Saturday 30 July 2005

CSS Superscript and Subscript Using Relative Position

You might have noticed in my previous post that the note references in the body of the text were displayed as superscript. Now sup and sub are tags and should be avoided because the presentation should be in the CSS. However, there is no immediate CSS property for superscript and subscript. Here is a solution using the relative value of the position property. Let's take fractions as an example and assume I want to write 3/17. I will use classes fnum and fden for the fraction numerator and denominator respectively.
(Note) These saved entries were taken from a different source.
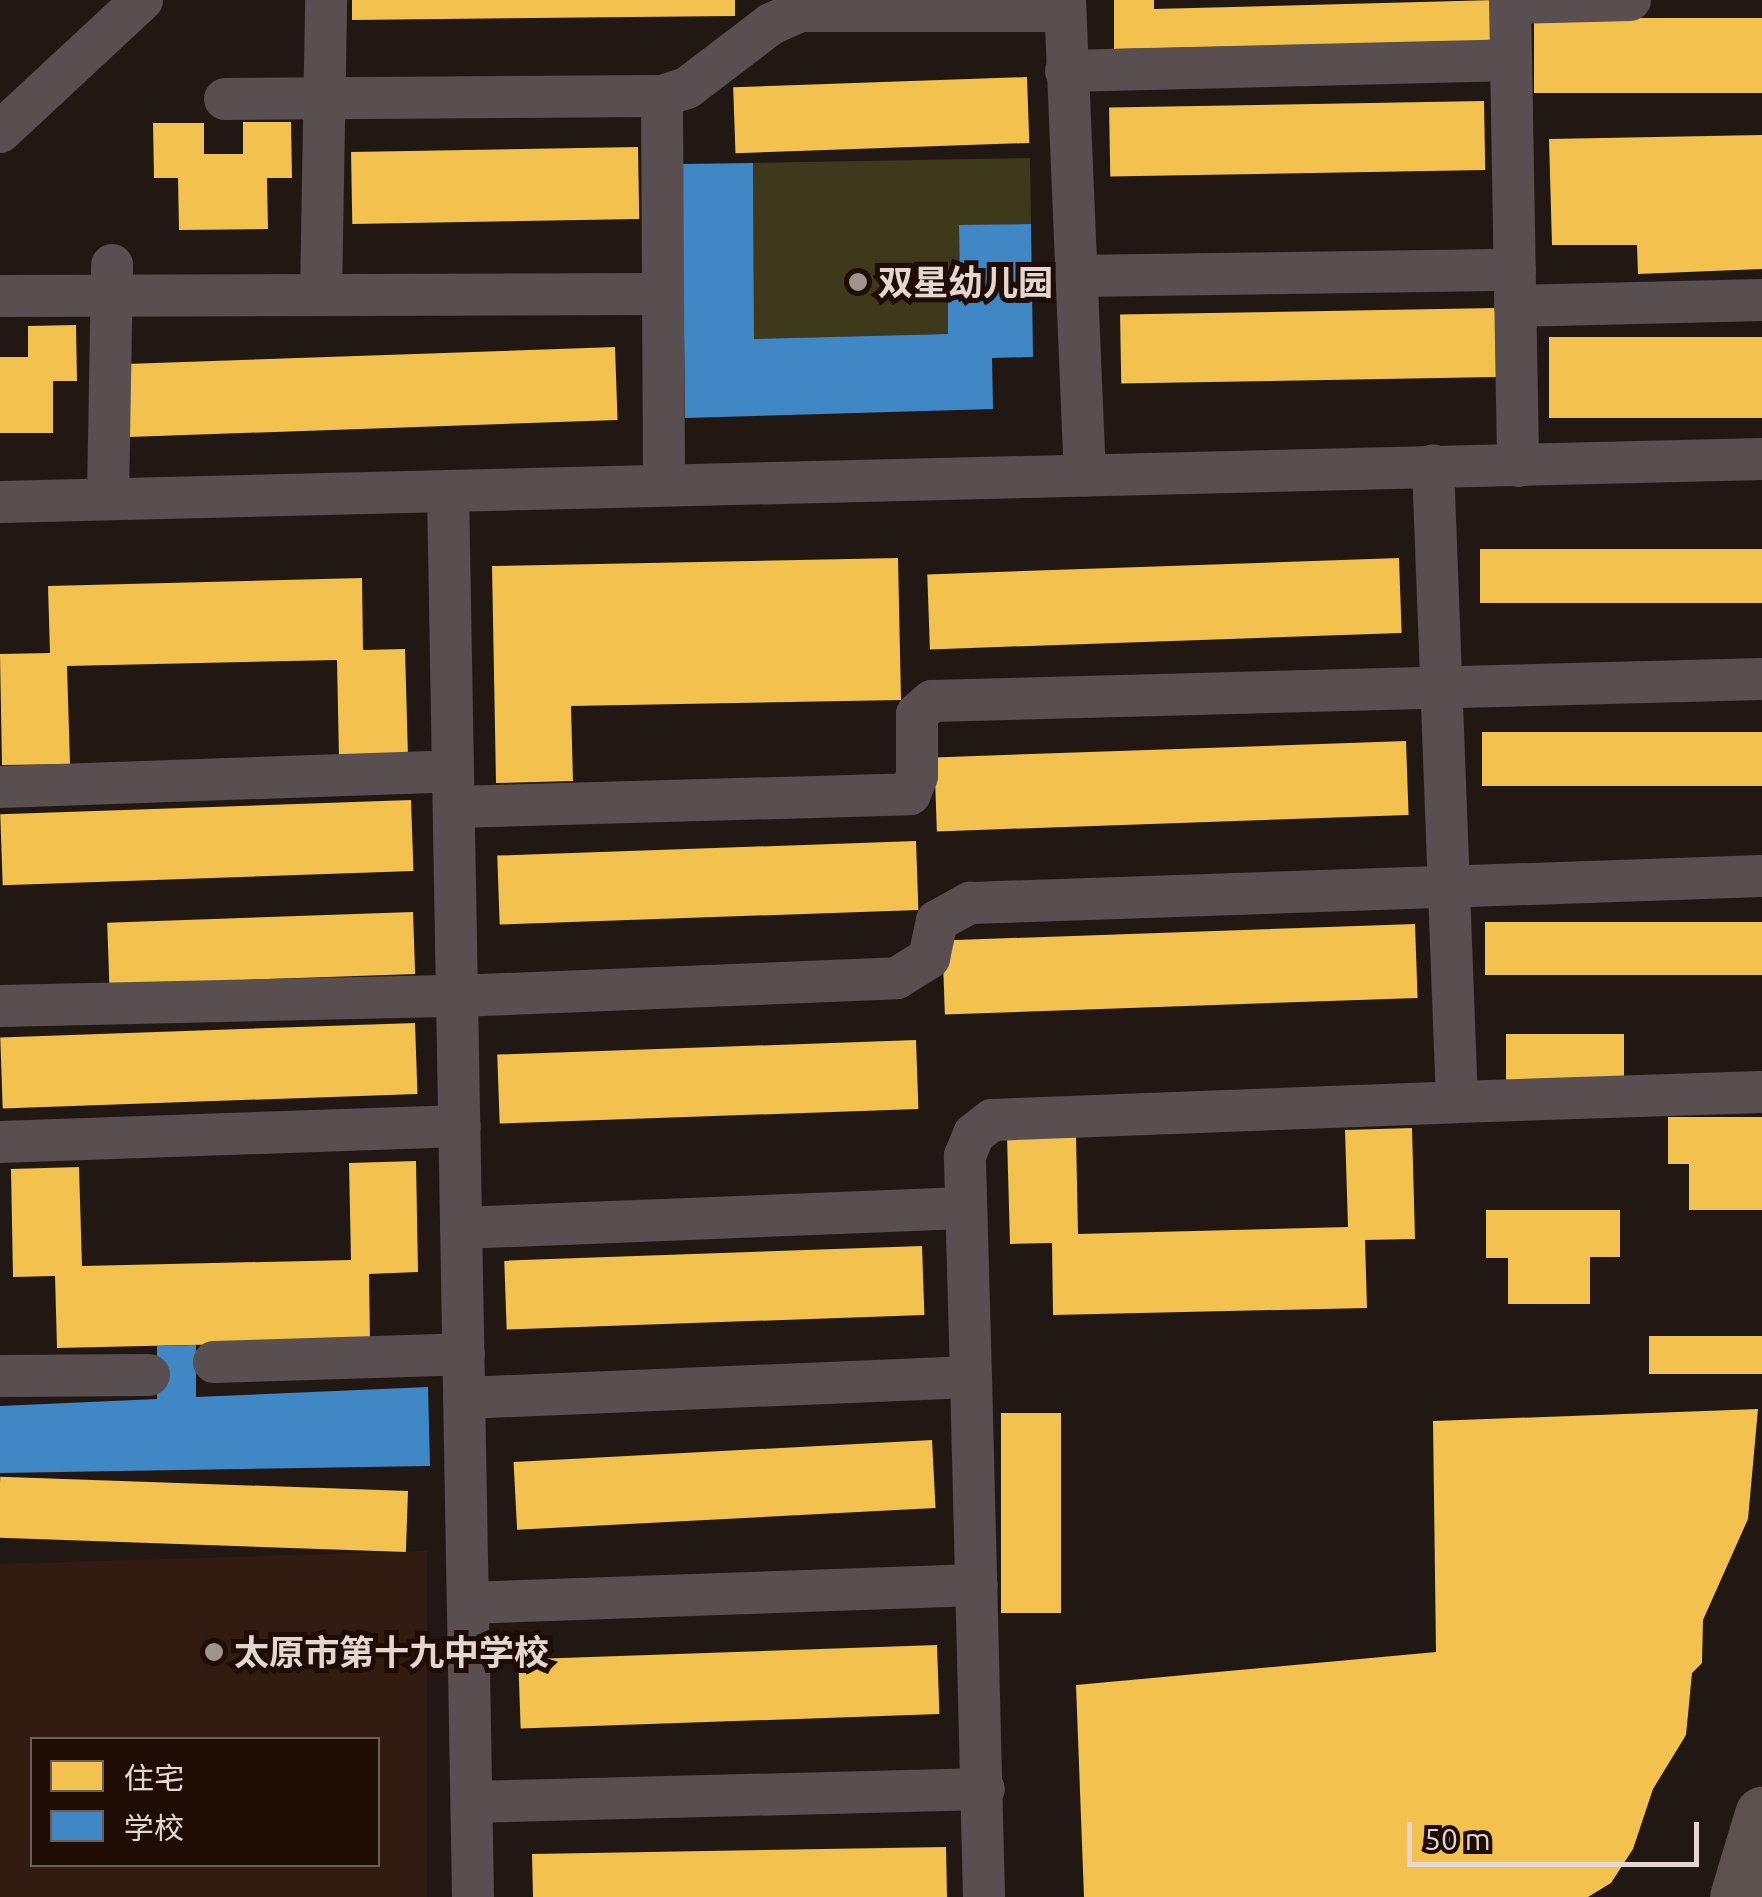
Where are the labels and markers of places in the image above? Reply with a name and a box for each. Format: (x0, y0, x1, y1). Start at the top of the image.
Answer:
place label: 双星幼儿园 (878, 261, 1053, 303)
marker: 双星幼儿园 (847, 271, 869, 293)
place label: 太原市第十九中学校 (234, 1631, 549, 1673)
marker: 太原市第十九中学校 (203, 1641, 225, 1663)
The first step is to make the text smaller, 70% should be fine. Then we need to offset it vertically. The best way to do this is to use position:relative. For the superscript, it's easy, just push it up from the bottom by 0.5em. For the subscript it is a bit more difficult. Using the top property has no effect so instead we are going to use a negative bottom property to push it down. Here is the resulting code:

.fnum {
  font-size:70%;
  position:relative;
  bottom: 0.5em;
}
.fden {
  font-size:70%;
  position:relative;
  bottom:-0.5em;
}

This works but looks weird for the denominator because, in a fraction, the forward slash (/) character between the numerator and denominator leaves a lot of white space in front of the denominator. The solution for this is to slightly shift the left margin of the denominator: margin-left:-0.2em. Why not use the fact that we are using a relative position and add left:-0.2em instead? This is because the left property shifts the content of the display box but not the box itself and it would leave a gap on the right of the denominator. The margin-left property will shift the whole box and modify the right margin as well. Of course, none of this applies for a standard subscript such as the one used in chemical fomulae like C2H5OH. That's one more reason to use semantic HTML and CSS: you can adjust the display of each individual element depending on their meaning so that they look good in context.

Update

Following the comments below, here's a simpler solution to achieve the same thing courtesy of squidoography.com:

.fnum {
  font-size:70%;
  vertical-align: super;
}
.fden {
  font-size:70%;
  vertical-align: sub;
  margin-left:-0.1em;
}
.atomnum {
  font-size:70%;
  vertical-align: sub;
}

I also agree that in an ideal world we would use MathML to display mathematical formulae but a number of major browsers (this one in particular) don't support MathML so for web documents, we have to do with HTML and CSS.

7 comments:

Anonymous said...

Just a minor quibble here: sup and sub are not presentational tags. Although they alter the presentation they also give extra meaning to their contents.

If what you are writing should actually be in a superscript or subscript then that's exactly what you should do.

For fractions, it might just be best to use MathML than to force CSS into rendering them properly.

Anonymous said...

An annoying and ungainly solution. Playing with vertical-align=super also works. I'm all for using sup tags however since they add meaning besides the look like Mr. Anonymous said.

Anonymous said...

Wonderful, this did do the trick for me!
Thank you.

Cécile

Unknown said...

To reply to the comments above, whether sup and sub are presentational tags is debatable but I tend to think that they are because sub-script and super-script themselves, when used in writing, are presentational ways to convey a particular meaning. For instance, the letter x followed by a super-script 2 means "x squared" in a mathematical formula but not necessarily so in other contexts.

You are also right that the ideal solution would be to use MathML. However, MathML is not supported by all browsers so until that is the case, we are stuck with plain HTML and CSS.

Finally, vertical-align=super or vertical-align=sub rather than the relative positioning would indeed be a better solution. The two CSS rules can then be re-written thus:

.fnum {
font-size:70%;
vertical-align: super;
}
.fden {
font-size:70%;
vertical-align: sub;
margin-left:-0.1em;
}

Unknown said...

Just wanted to confirm that as of XHTML2, these are still valid content tags for math, chemistry, footnotes, etc. So as much as I otherwise love HTML Dog, he's got this one wrong (really wish there was a contact/comment option on the site).
http://www.w3.org/TR/xhtml2/mod-text.html#edef_text_sup

In general, I've been surprised at what I'm finding in my search. Sure, the default look may need work, but it's interesting how many designers default to class styles instead of tag mods which preserve the content accessibility. Or who don't register there's any to preserve--HTML Dog's oft-quoted authority regardless ;-)

Anonymous said...

I always get confused using with the sup and sub.